= Martha Curnutt Casto =

Martha Curnutt Casto (c. 1812 - 1887) was sentenced to five years in Missouri State Penitentiary, an all-male prison, in 1843 after murdering her brutally abusive husband, Noah Casto, with an ax while he slept in Barry County, Missouri. Her experience in the Penitentiary roused enough support from political figures in the state to petition for her pardon, which was granted in 1844. The incident drew attention to the fact that an all-female prison was necessary.

==Early life==
Martha was born about 1812 in Tennessee, the daughter of John Curnutt. On July 6, 1839, she married Noah Casto in Cole County, Missouri. Noah was from Pennsylvania and had been married at least twice before. Martha and Noah had two children together, a daughter named Mary and a son Noah, born about 1840 and 1842 respectively.

==Murder, imprisonment, and pardon==
On the morning of July 10, 1843, Martha's husband Noah announced that she had better make breakfast and then say her prayers because he was going to kill her afterward, then went back to sleep. In fear for her life and believing it was "his life or hers", Martha picked up the firewood axe and brought it down on Noah's head as he slept, right through his eyes. She killed him with one blow. She then went to her neighbor and explained what had happened. She was convicted of first-degree manslaughter and sentenced to five years in Missouri State Penitentiary, where she was the only female prisoner out of about 800. Since she was not able to mix with the male prisoners, her food was brought to her cell and she was put to work outside the prison walls, in the homes of prison lessees, Captain Ezra Richmond and Judge James Brown. There, she was regularly abused by Brown's wife, to the extent than she attempted to run away but was recaptured and temporarily placed in solitary confinement.
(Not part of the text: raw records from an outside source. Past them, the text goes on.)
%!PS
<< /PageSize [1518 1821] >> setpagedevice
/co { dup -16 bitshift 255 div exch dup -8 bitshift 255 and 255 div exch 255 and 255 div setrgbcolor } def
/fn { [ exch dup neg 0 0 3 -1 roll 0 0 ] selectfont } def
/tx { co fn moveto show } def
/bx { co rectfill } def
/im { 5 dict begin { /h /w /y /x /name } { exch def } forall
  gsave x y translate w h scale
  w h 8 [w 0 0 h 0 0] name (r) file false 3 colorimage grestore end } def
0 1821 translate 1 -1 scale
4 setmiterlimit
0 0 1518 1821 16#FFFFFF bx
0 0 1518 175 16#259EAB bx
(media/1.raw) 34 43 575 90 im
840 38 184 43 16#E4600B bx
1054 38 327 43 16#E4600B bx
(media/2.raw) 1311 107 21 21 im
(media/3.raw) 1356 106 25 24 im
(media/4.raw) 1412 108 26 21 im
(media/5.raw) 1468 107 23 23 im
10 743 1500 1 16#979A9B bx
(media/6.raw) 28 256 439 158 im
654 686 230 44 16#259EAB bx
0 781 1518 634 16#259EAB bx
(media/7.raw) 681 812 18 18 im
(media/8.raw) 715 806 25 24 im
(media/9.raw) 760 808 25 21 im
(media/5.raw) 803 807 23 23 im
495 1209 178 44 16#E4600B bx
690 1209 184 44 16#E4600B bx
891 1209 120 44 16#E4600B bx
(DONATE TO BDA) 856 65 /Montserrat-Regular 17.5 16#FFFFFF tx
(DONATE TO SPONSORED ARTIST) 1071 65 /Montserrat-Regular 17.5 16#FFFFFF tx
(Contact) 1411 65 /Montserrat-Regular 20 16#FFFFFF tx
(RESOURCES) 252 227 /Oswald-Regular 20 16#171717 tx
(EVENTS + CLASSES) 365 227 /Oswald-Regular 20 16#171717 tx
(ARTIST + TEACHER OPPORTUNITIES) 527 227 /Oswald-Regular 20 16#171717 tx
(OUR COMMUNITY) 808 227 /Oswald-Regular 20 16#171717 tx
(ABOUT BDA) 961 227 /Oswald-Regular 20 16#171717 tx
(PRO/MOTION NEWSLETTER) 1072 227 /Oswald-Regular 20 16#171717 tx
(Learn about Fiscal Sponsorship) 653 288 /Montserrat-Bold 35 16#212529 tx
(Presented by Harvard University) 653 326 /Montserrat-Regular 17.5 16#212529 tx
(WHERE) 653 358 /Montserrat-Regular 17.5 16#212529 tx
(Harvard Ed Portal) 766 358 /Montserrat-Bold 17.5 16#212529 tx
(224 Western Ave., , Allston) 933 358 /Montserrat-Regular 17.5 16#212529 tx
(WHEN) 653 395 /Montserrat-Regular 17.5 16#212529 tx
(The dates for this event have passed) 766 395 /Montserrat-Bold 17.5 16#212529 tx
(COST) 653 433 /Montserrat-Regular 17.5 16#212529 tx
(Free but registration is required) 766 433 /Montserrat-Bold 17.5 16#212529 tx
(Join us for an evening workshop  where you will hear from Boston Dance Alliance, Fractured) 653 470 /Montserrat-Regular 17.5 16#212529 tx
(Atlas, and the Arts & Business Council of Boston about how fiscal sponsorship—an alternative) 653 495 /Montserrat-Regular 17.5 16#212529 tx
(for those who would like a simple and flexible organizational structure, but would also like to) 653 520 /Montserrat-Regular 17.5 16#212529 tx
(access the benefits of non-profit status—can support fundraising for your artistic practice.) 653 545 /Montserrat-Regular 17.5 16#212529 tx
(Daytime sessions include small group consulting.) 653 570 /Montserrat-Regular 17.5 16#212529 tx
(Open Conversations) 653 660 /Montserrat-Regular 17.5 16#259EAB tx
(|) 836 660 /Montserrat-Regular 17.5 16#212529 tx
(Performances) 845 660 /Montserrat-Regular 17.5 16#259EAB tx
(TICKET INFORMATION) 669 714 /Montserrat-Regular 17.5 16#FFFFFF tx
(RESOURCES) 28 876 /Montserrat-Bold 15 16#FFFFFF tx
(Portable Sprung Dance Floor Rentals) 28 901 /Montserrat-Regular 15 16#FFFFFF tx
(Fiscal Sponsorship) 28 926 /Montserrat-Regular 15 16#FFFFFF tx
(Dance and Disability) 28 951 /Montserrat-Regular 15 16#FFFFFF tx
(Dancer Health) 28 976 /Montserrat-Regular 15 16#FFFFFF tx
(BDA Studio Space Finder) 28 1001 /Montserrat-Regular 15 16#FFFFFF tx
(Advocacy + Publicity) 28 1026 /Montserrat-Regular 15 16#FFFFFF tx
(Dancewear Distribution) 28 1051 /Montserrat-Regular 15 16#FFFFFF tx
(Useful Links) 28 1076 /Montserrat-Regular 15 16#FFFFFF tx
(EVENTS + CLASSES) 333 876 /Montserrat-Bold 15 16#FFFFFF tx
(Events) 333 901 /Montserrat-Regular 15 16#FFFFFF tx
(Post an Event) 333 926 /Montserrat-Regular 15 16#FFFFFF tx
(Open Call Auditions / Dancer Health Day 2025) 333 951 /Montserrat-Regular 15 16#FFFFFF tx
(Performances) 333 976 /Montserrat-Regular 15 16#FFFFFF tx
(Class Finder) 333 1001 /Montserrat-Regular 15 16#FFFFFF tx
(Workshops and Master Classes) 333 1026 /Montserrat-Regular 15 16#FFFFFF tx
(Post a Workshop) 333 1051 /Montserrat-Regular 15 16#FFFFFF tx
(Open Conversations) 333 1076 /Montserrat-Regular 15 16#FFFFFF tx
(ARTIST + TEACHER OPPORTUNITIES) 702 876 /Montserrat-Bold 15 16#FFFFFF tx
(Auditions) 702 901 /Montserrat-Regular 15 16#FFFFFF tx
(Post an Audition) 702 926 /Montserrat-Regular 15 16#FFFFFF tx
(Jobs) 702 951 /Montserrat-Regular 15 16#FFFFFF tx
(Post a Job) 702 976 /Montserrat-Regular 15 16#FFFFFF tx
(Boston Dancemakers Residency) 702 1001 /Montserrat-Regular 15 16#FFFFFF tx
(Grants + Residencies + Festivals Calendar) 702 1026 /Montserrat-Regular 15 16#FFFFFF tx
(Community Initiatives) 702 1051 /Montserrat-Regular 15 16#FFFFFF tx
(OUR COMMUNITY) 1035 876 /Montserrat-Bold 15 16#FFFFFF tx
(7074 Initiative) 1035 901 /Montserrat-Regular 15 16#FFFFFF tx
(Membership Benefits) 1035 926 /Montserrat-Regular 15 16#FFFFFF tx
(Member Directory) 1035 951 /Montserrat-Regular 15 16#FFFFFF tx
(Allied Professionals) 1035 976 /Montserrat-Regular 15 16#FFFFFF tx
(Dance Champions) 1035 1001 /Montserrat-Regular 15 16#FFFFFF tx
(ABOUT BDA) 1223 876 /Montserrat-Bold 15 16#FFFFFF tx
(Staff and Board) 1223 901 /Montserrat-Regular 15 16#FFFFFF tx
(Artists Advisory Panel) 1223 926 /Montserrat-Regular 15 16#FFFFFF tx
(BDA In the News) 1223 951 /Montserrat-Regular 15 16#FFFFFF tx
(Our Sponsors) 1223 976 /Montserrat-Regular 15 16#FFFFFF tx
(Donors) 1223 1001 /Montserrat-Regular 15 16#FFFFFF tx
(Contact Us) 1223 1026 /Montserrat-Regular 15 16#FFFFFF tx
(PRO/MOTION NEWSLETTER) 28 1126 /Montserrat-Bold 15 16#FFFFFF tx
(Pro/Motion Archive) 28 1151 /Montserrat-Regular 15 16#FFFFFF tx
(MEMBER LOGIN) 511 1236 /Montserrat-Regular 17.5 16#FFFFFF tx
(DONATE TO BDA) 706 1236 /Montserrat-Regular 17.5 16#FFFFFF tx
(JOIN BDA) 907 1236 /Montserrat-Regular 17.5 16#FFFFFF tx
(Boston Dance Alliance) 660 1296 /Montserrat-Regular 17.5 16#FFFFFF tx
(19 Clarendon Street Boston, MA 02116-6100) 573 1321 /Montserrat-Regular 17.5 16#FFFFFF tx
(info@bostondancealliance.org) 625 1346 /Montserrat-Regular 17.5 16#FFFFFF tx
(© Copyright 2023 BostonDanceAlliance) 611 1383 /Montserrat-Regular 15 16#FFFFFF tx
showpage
Martha became pregnant while in the Penitentiary. Though the father remains unknown, the list of suspects is limited to those who had access to her while in prison, such as the prison guards and lessees. She gave birth in the fall of 1844 and the child, a daughter named Sarah, remained in her cell with her. With the knowledge that the baby may not survive the winter in a cold cell, 55 people, among them some prominent local figures, signed a petition for Martha's pardon which was granted in December 1844 by Governor John C. Edwards.

==Later life and death==
After her release, Martha and her children assumed the use of her maiden name and lived with her father, John Curnutt, for some time. Martha's daughter Mary was married to Samuel Nixon, while her son Noah enlisted in the Union Army and died during his service in the Civil War. In her later years, Martha lived with her daughter Mary until her death on April 4, 1887, around the age of 75.

==Legacy==
Actress Cynthia Nixon is a descendant of Martha Curnutt, via her daughter Mary Nixon who was Cynthia's great-great-grandmother. Cynthia was featured on the celebrity genealogy TV show, Who Do You Think You Are?